● EXERCISE BRIEF
Can the data below be set down again exactly, line for line?

Dataset entries
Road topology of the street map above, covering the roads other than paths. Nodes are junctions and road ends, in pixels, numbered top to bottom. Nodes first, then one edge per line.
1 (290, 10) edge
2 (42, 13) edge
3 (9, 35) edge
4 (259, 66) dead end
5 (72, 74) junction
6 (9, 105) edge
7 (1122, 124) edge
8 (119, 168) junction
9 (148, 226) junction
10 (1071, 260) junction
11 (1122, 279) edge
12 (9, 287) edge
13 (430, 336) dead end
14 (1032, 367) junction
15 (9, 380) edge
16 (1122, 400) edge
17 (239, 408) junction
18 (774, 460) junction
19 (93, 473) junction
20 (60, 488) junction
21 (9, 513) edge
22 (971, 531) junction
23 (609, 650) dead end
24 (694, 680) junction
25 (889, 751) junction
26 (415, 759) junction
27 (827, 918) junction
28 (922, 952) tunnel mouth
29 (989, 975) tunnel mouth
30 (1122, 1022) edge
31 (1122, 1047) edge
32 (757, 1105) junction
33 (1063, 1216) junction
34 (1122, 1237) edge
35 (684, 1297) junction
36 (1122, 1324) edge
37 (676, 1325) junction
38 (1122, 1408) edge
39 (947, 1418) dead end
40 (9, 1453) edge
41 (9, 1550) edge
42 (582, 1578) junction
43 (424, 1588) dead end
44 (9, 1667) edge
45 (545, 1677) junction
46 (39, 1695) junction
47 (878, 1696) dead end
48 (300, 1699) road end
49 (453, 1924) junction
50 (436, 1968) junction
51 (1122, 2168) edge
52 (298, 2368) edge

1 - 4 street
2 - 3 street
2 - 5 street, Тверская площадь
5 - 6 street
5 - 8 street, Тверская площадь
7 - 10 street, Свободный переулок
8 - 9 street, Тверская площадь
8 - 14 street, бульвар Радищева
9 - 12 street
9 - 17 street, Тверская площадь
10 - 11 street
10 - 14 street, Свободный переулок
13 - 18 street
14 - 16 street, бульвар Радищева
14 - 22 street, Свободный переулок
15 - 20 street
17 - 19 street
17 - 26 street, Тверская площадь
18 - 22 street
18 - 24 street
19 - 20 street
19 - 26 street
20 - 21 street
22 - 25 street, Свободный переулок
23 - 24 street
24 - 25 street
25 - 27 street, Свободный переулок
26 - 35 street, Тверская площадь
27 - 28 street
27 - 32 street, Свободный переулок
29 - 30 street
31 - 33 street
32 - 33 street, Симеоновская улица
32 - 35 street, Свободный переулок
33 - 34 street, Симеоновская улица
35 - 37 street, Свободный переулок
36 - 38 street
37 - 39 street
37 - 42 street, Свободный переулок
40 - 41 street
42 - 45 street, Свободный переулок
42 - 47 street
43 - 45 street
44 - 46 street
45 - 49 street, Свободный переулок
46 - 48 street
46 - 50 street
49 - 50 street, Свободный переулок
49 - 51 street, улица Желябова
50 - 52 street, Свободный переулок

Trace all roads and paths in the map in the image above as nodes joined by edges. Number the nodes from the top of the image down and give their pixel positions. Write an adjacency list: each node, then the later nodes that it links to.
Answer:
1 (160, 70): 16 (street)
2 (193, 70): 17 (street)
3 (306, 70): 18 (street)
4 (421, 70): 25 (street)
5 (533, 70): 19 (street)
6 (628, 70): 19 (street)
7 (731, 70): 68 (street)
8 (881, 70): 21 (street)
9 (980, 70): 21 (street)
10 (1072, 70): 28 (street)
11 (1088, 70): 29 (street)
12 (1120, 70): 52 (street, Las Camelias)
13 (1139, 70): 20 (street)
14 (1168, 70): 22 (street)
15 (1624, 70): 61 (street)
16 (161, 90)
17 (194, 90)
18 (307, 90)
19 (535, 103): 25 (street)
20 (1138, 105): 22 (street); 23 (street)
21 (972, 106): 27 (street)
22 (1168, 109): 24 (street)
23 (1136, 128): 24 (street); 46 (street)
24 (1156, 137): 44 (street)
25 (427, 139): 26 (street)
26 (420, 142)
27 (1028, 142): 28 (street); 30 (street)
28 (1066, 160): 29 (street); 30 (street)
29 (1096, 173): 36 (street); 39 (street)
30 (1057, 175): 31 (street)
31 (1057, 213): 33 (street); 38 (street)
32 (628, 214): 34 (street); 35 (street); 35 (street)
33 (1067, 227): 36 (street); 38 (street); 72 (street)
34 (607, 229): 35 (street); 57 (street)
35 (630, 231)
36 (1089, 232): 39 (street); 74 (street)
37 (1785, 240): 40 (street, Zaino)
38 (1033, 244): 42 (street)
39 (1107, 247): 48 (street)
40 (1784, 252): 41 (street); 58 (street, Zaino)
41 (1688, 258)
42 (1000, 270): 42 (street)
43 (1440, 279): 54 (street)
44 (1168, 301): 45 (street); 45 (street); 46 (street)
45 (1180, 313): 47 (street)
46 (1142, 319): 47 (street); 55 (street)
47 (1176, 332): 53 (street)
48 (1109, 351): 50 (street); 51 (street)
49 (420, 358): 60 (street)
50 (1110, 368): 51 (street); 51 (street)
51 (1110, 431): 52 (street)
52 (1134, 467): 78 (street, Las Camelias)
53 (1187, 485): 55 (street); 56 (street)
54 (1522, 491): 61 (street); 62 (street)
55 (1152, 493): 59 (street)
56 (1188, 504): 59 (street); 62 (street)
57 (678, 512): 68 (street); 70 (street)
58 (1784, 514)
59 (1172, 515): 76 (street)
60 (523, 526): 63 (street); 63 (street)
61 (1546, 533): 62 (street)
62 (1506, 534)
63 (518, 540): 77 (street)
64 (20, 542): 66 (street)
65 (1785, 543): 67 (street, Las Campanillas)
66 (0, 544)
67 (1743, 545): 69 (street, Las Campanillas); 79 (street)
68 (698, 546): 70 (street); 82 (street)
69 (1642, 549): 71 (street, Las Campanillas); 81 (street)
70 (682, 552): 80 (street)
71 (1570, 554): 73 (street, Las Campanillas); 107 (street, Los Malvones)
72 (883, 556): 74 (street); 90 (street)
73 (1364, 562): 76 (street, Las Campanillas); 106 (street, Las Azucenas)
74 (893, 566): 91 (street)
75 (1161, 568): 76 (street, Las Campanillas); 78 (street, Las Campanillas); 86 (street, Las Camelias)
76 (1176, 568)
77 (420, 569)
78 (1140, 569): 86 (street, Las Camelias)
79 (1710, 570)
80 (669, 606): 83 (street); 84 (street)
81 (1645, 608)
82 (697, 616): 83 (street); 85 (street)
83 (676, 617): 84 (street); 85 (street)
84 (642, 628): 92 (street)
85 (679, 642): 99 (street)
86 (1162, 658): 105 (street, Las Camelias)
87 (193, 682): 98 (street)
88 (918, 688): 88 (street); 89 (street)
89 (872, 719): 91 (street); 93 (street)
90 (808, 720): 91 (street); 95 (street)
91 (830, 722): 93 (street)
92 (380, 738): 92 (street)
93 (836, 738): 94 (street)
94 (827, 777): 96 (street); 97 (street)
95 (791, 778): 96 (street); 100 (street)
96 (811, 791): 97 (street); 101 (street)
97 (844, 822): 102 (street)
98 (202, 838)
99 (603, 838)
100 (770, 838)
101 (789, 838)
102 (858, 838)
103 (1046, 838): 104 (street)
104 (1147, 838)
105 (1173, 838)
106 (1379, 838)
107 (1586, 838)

● THE COMPLETED TASK
Road topology of the street map above, covering the roads other than paths. Nodes are junctions and road ends, in pixels, numbered top to bottom. Nodes first, then one edge per line.
1 (290, 10) edge
2 (42, 13) edge
3 (9, 35) edge
4 (259, 66) dead end
5 (72, 74) junction
6 (9, 105) edge
7 (1122, 124) edge
8 (119, 168) junction
9 (148, 226) junction
10 (1071, 260) junction
11 (1122, 279) edge
12 (9, 287) edge
13 (430, 336) dead end
14 (1032, 367) junction
15 (9, 380) edge
16 (1122, 400) edge
17 (239, 408) junction
18 (774, 460) junction
19 (93, 473) junction
20 (60, 488) junction
21 (9, 513) edge
22 (971, 531) junction
23 (609, 650) dead end
24 (694, 680) junction
25 (889, 751) junction
26 (415, 759) junction
27 (827, 918) junction
28 (922, 952) tunnel mouth
29 (989, 975) tunnel mouth
30 (1122, 1022) edge
31 (1122, 1047) edge
32 (757, 1105) junction
33 (1063, 1216) junction
34 (1122, 1237) edge
35 (684, 1297) junction
36 (1122, 1324) edge
37 (676, 1325) junction
38 (1122, 1408) edge
39 (947, 1418) dead end
40 (9, 1453) edge
41 (9, 1550) edge
42 (582, 1578) junction
43 (424, 1588) dead end
44 (9, 1667) edge
45 (545, 1677) junction
46 (39, 1695) junction
47 (878, 1696) dead end
48 (300, 1699) road end
49 (453, 1924) junction
50 (436, 1968) junction
51 (1122, 2168) edge
52 (298, 2368) edge

1 - 4 street
2 - 3 street
2 - 5 street, Тверская площадь
5 - 6 street
5 - 8 street, Тверская площадь
7 - 10 street, Свободный переулок
8 - 9 street, Тверская площадь
8 - 14 street, бульвар Радищева
9 - 12 street
9 - 17 street, Тверская площадь
10 - 11 street
10 - 14 street, Свободный переулок
13 - 18 street
14 - 16 street, бульвар Радищева
14 - 22 street, Свободный переулок
15 - 20 street
17 - 19 street
17 - 26 street, Тверская площадь
18 - 22 street
18 - 24 street
19 - 20 street
19 - 26 street
20 - 21 street
22 - 25 street, Свободный переулок
23 - 24 street
24 - 25 street
25 - 27 street, Свободный переулок
26 - 35 street, Тверская площадь
27 - 28 street
27 - 32 street, Свободный переулок
29 - 30 street
31 - 33 street
32 - 33 street, Симеоновская улица
32 - 35 street, Свободный переулок
33 - 34 street, Симеоновская улица
35 - 37 street, Свободный переулок
36 - 38 street
37 - 39 street
37 - 42 street, Свободный переулок
40 - 41 street
42 - 45 street, Свободный переулок
42 - 47 street
43 - 45 street
44 - 46 street
45 - 49 street, Свободный переулок
46 - 48 street
46 - 50 street
49 - 50 street, Свободный переулок
49 - 51 street, улица Желябова
50 - 52 street, Свободный переулок

Trace all roads and paths in the map in the image above as nodes joined by edges. Number the nodes from the top of the image down and give their pixel positions. Write an adjacency list: each node, then the later nodes that it links to.
Answer:
1 (160, 70): 16 (street)
2 (193, 70): 17 (street)
3 (306, 70): 18 (street)
4 (421, 70): 25 (street)
5 (533, 70): 19 (street)
6 (628, 70): 19 (street)
7 (731, 70): 68 (street)
8 (881, 70): 21 (street)
9 (980, 70): 21 (street)
10 (1072, 70): 28 (street)
11 (1088, 70): 29 (street)
12 (1120, 70): 52 (street, Las Camelias)
13 (1139, 70): 20 (street)
14 (1168, 70): 22 (street)
15 (1624, 70): 61 (street)
16 (161, 90)
17 (194, 90)
18 (307, 90)
19 (535, 103): 25 (street)
20 (1138, 105): 22 (street); 23 (street)
21 (972, 106): 27 (street)
22 (1168, 109): 24 (street)
23 (1136, 128): 24 (street); 46 (street)
24 (1156, 137): 44 (street)
25 (427, 139): 26 (street)
26 (420, 142)
27 (1028, 142): 28 (street); 30 (street)
28 (1066, 160): 29 (street); 30 (street)
29 (1096, 173): 36 (street); 39 (street)
30 (1057, 175): 31 (street)
31 (1057, 213): 33 (street); 38 (street)
32 (628, 214): 34 (street); 35 (street); 35 (street)
33 (1067, 227): 36 (street); 38 (street); 72 (street)
34 (607, 229): 35 (street); 57 (street)
35 (630, 231)
36 (1089, 232): 39 (street); 74 (street)
37 (1785, 240): 40 (street, Zaino)
38 (1033, 244): 42 (street)
39 (1107, 247): 48 (street)
40 (1784, 252): 41 (street); 58 (street, Zaino)
41 (1688, 258)
42 (1000, 270): 42 (street)
43 (1440, 279): 54 (street)
44 (1168, 301): 45 (street); 45 (street); 46 (street)
45 (1180, 313): 47 (street)
46 (1142, 319): 47 (street); 55 (street)
47 (1176, 332): 53 (street)
48 (1109, 351): 50 (street); 51 (street)
49 (420, 358): 60 (street)
50 (1110, 368): 51 (street); 51 (street)
51 (1110, 431): 52 (street)
52 (1134, 467): 78 (street, Las Camelias)
53 (1187, 485): 55 (street); 56 (street)
54 (1522, 491): 61 (street); 62 (street)
55 (1152, 493): 59 (street)
56 (1188, 504): 59 (street); 62 (street)
57 (678, 512): 68 (street); 70 (street)
58 (1784, 514)
59 (1172, 515): 76 (street)
60 (523, 526): 63 (street); 63 (street)
61 (1546, 533): 62 (street)
62 (1506, 534)
63 (518, 540): 77 (street)
64 (20, 542): 66 (street)
65 (1785, 543): 67 (street, Las Campanillas)
66 (0, 544)
67 (1743, 545): 69 (street, Las Campanillas); 79 (street)
68 (698, 546): 70 (street); 82 (street)
69 (1642, 549): 71 (street, Las Campanillas); 81 (street)
70 (682, 552): 80 (street)
71 (1570, 554): 73 (street, Las Campanillas); 107 (street, Los Malvones)
72 (883, 556): 74 (street); 90 (street)
73 (1364, 562): 76 (street, Las Campanillas); 106 (street, Las Azucenas)
74 (893, 566): 91 (street)
75 (1161, 568): 76 (street, Las Campanillas); 78 (street, Las Campanillas); 86 (street, Las Camelias)
76 (1176, 568)
77 (420, 569)
78 (1140, 569): 86 (street, Las Camelias)
79 (1710, 570)
80 (669, 606): 83 (street); 84 (street)
81 (1645, 608)
82 (697, 616): 83 (street); 85 (street)
83 (676, 617): 84 (street); 85 (street)
84 (642, 628): 92 (street)
85 (679, 642): 99 (street)
86 (1162, 658): 105 (street, Las Camelias)
87 (193, 682): 98 (street)
88 (918, 688): 88 (street); 89 (street)
89 (872, 719): 91 (street); 93 (street)
90 (808, 720): 91 (street); 95 (street)
91 (830, 722): 93 (street)
92 (380, 738): 92 (street)
93 (836, 738): 94 (street)
94 (827, 777): 96 (street); 97 (street)
95 (791, 778): 96 (street); 100 (street)
96 (811, 791): 97 (street); 101 (street)
97 (844, 822): 102 (street)
98 (202, 838)
99 (603, 838)
100 (770, 838)
101 (789, 838)
102 (858, 838)
103 (1046, 838): 104 (street)
104 (1147, 838)
105 (1173, 838)
106 (1379, 838)
107 (1586, 838)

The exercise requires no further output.